Bantuan Pangan Non-tunai Diperluas ke 24 Kabupaten/Kota

Eko Nordiansyah    •    Selasa, 20 Mar 2018 14:42 WIB
bansos
Bantuan Pangan Non-tunai Diperluas ke 24 Kabupaten/Kota
Gerai e-Warong. (ANTARA FOTO/Septianda Perdana)

Jakarta: Pemerintah melalui Kementerian Koordinator (Kemenko) bidang Pembangunan Manusia dan Kebudayaan (PMK) akan memperluas penerimaan bantuan pangan non-tunai (BPNT) di 24 kabupaten/kota. Saat ini penyaluran BPNT baru ada di 42 kabupaten/kota.

"Itu (perluasan BPNT) sesuai dengan kajian yang kita lakukan. 24 kabupaten/kota yang kita anggap sudah siap melakukan bantuan pangan non-tunai," kata Menteri Koordinator (Menko) PMK Puan Maharani di kantornya, Jalan Medan Merdeka Barat, Jakarta Pusat, Selasa, 20 Maret 2018.

Dirinya menambahkan beberapa kabupaten/kota untuk penyaluran BPNT di antaranya Banda Aceh, Solok, Bengkulu, Pangkal Pinang, dan Tanjung Pinang.

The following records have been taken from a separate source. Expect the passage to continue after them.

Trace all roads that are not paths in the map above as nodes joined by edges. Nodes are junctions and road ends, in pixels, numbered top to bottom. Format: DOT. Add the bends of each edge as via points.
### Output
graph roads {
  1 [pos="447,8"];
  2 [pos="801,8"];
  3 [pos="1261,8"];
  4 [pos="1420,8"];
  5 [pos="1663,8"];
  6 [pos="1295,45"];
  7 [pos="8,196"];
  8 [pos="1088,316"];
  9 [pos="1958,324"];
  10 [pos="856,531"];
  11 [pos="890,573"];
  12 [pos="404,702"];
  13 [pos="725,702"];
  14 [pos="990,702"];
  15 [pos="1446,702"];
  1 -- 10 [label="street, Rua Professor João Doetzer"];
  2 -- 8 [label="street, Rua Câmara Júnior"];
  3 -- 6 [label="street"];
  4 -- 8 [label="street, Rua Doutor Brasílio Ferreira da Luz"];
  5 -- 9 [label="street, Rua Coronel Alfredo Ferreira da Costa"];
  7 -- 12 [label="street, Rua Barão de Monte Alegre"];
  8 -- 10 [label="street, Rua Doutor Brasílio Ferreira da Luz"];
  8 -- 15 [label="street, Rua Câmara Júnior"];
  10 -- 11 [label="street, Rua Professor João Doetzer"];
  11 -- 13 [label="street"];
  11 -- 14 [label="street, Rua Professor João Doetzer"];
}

Pemilihan lokasi tersebut didasarkan pada kesiapan infrastruktur penyaluran BPNT di daerah-daerah tersebut.

Salah satu syarat yang harus ada adalah keberadaan warung-warung yang bisa menjadi agen e-warong dari Himpunan Bank Negara (Himbara). Menurut Puan, satu e-warong harus bisa melayani 250 keluarga penerima manfaat (KPM) yang ada di wilayah tersebut.

"Kesiapan e-warong yang ada di daerah tersebut. Rasionya satu warung harus bisa melayani 250 KPM. Setelah kami survei, Banda Aceh, Solok dan lain-lain merupakan daerah yang siap mempersiapkan e-warongnya. Warung ini warung di masyarakat yang bekerjasama dengan agen di bank," jelas dia.

Lebih lanjut, Puan menyebut setiap KPM akan menerima senilai Rp110 ribu per bulannya. Jumlah tersebut bisa ditukar untuk beras dan telur, namun minyak dan gula mulai saat ini tidak bisa dilayani dalam penyaluran BPNT oleh pemerintah.

"Kita harus lihat dulu daerahnya siap atau tidak, agen penyalurnya, Himbaranya siap atau tidak. Kita harus menyamakan persepsi dulu bahwa kita siap dan kita nyatakan siap, tapi kita harus lihat dulu kesiapan di daerah juga," pungkasnya.